Politics
Between Russia’s war in Ukraine, a new conflict in the Middle East, and Chinese regional aggression, the global order of the past three decades appears finished. Stability in international relations may soon become a foreign concept from a bygone age – one that we did not fully appreciate until it was gone.
When Russian President Vladimir Putin ordered his troops to invade Ukraine at dawn on February 24, 2022, everything changed, not just for Europe but for the world. The historical clock had been turned back.
As soon as a major military power launched a war of conquest against a peaceful neighbor, we returned to a world in which power is asserted through violence and borders are drawn with blood. The defining geopolitical principle of the late twentieth and early twenty-first century was overturned. Non-violent negotiations and peace were out; unilateral assertions of strength were back in.

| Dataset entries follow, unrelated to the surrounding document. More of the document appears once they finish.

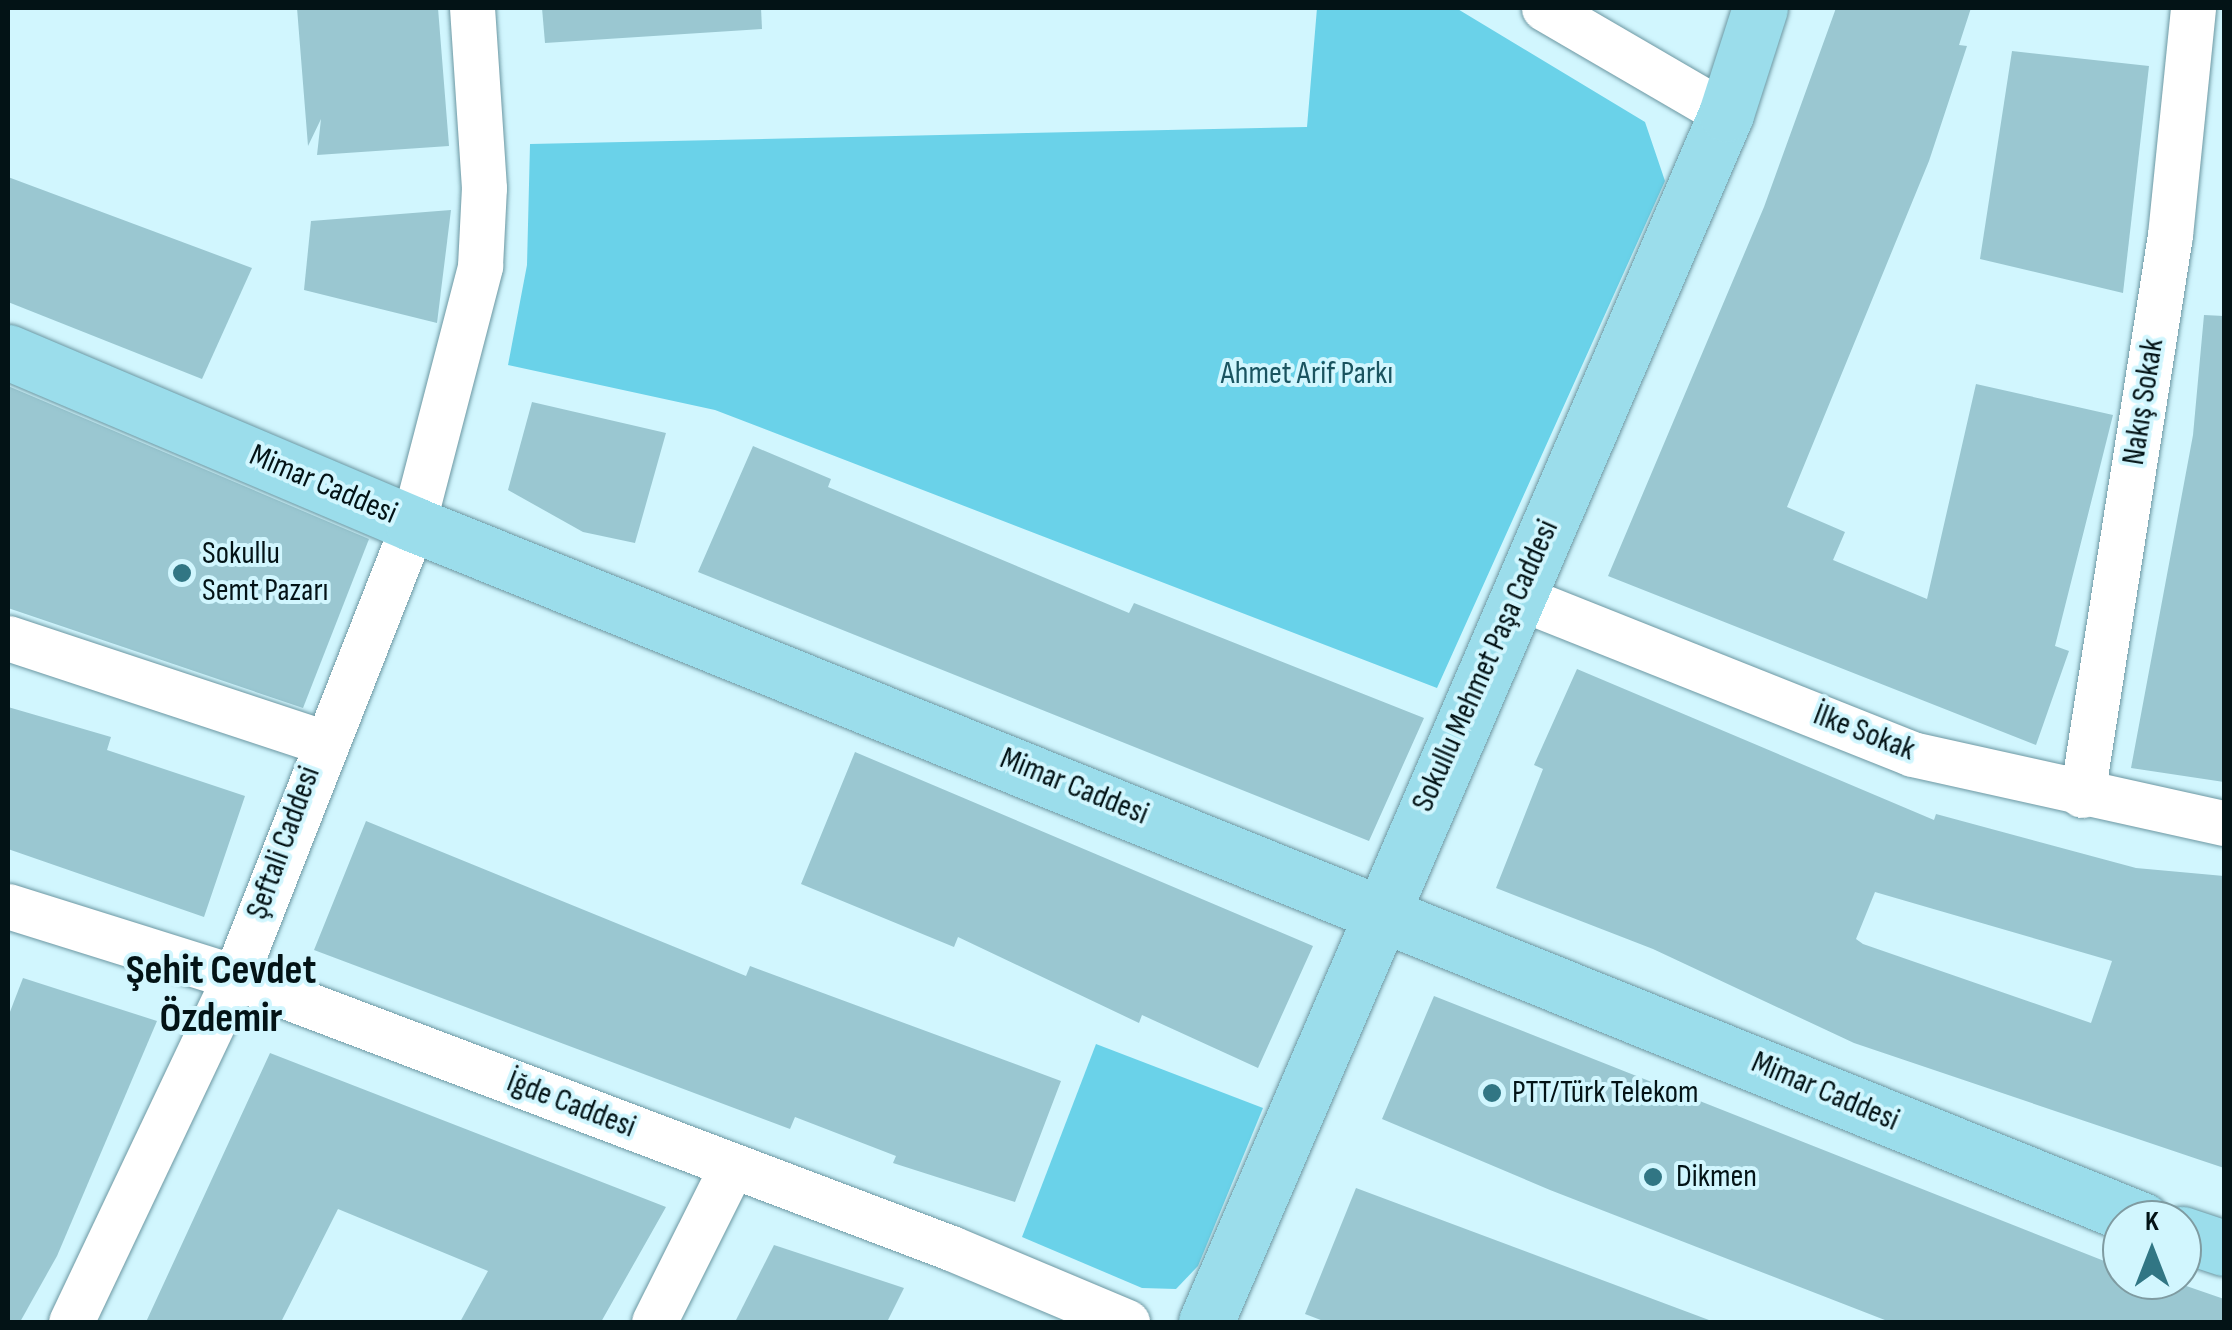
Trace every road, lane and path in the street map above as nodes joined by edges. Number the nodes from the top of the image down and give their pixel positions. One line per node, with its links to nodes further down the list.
1 (472, 8): 7 (street, Şeftali Caddesi)
2 (1544, 8): 5 (street)
3 (1760, 8): 5 (main road, Sokullu Mehmet Paşa Caddesi)
4 (2192, 8): 11 (street, Nakış Sokak)
5 (1726, 114): 8 (main road, Sokullu Mehmet Paşa Caddesi)
6 (8, 352): 7 (main road, Mimar Caddesi)
7 (413, 524): 10 (street, Şeftali Caddesi); 14 (main road, Mimar Caddesi)
8 (1518, 597): 11 (street, İlke Sokak); 14 (main road, Sokullu Mehmet Paşa Caddesi)
9 (8, 638): 10 (street)
10 (322, 742): 15 (street, Şeftali Caddesi)
11 (2082, 795): 12 (street, İlke Sokak)
12 (2224, 824)
13 (8, 906): 15 (street, İğde Caddesi)
14 (1378, 908): 17 (main road, Mimar Caddesi); 21 (main road, Sokullu Mehmet Paşa Caddesi)
15 (235, 977): 16 (street, İğde Caddesi); 18 (street, Şeftali Caddesi)
16 (732, 1166): 19 (street); 20 (street, İğde Caddesi)
17 (2102, 1204)
18 (71, 1322)
19 (654, 1322)
20 (1127, 1322)
21 (1206, 1322)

Though there have been numerous wars in recent decades, they were mostly regional in scope and occurred on the periphery of geopolitical fault lines. There was no hint of a global Sarajevo - a war requiring international intervention, like in Bosnia in the 1990s, but on a much larger scale. The automatic stabilizers worked reliably, and the United States, the sole superpower, still served as the guarantor of order - or so it seemed, until that world splintered before our eyes with no better alternative in sight.
Behind Putin's invasion lies neo-imperial Russian irredentism. Putin wants to revise the geopolitical conditions that have prevailed since the collapse of the Soviet Union. This kind of revisionist project is inherently dangerous, because it implies an assertion of dominance, even supremacy, and so requires war, not only against smaller neighbors and regional powers, but also against global powers (which have a stake in the outcome, even if they usually remain in the background).

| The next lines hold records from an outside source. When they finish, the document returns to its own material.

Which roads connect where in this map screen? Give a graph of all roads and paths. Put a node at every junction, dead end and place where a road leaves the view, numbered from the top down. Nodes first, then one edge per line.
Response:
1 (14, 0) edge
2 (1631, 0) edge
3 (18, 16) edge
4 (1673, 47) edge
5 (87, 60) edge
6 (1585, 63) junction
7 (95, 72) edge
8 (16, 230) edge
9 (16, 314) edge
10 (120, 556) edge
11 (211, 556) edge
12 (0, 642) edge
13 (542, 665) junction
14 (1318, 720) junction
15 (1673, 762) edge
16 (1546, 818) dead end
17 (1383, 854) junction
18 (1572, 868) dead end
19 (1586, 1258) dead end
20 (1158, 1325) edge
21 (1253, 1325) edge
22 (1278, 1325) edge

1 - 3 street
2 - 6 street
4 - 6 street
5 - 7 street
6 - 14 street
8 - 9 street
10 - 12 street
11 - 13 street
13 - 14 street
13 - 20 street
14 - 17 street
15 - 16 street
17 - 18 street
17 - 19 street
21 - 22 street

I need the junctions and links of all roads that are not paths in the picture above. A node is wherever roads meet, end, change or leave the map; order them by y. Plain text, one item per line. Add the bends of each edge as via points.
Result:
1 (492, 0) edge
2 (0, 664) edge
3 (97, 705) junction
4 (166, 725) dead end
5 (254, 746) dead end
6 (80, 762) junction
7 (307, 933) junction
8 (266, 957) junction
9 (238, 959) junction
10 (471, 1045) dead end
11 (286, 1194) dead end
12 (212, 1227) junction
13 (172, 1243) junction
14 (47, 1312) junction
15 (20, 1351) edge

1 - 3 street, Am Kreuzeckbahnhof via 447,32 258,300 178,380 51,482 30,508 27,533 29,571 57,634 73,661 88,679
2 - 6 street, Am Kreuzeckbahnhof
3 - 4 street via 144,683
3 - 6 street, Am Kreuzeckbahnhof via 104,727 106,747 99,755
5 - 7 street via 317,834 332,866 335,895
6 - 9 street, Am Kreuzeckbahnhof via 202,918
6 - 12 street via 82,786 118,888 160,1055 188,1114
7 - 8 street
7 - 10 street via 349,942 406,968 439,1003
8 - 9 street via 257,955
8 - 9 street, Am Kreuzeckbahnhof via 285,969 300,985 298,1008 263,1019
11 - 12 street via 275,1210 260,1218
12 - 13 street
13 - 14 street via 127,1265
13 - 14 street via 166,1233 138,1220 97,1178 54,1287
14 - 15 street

As has long been apparent, the main geopolitical axis of the twenty-first century will be the relationship between the US and China. If the two superpowers can reach a strategic understanding and cooperate with each other, our chances of a peaceful future would increase sharply. If they cannot, the opposite will be true.
Complicating matters is the fact that the old world order - based mainly on America's liberal principles and Western supremacy - is losing strength and raising many questions. What consequences will follow from the proliferation of armed challenges to the existing world order? Could Pax Americana give way to a Chinese-determined system? If so, would that process be violent or peaceful, perhaps featuring some kind of recreation of the old European "pentarchy" (five-power supremacy) on a global scale?
That last thought strikes me as too mechanistic, especially now that a second major war is ongoing in the Middle East. Hamas's atrocities in Israel on October 7 show how long-simmering territorial conflicts can explode when more modern, contingent geopolitical conditions change. The Israeli-Palestinian conflict isn't new; it dates to the time of the British Empire and World War I. But without a stable geopolitical framework, such conflicts become ideally suited for covert instrumentalization by others vying for global or regional power.
Israel is now in Gaza because it now feels compelled to root out a terrorist organization that has long received support from Iran, its regional nemesis. At the same time, the US has dispatched two aircraft carrier groups to the eastern Mediterranean to prevent the war from expanding into Lebanon, where Hezbollah, another Iranian proxy, has been harassing Israel by launching drones and firing missiles across the border. The fuse that Hamas lit on October 7 is far from being extinguished.
Add in China's increasingly aggressive rhetoric toward Taiwan and its claim of sovereignty in the South China Sea, and it is easy to see how volatile the global situation is. Compounding the uncertainty, the world is undergoing a broad realignment. The Global South is demanding more seats at the table, and new alliances and coalitions are emerging beyond the reach of the West.
Will a contest of "the West against the rest" become the context in which Western dominance declines? Or will powerful political currents in Europe and the US pull the West away from its traditional alliance structures and in a more anti-democratic direction? Putin is betting on the US abandoning its transatlantic obligations after next year's presidential election. Should that happen, one shudders to think what will become of Europe.
A new world is indeed emerging. It will be characterized not only by more interdependencies, but also by more insecurity, danger, and war. Stability in international relations will become a foreign concept from a bygone age - one that we did not fully appreciate until it was gone.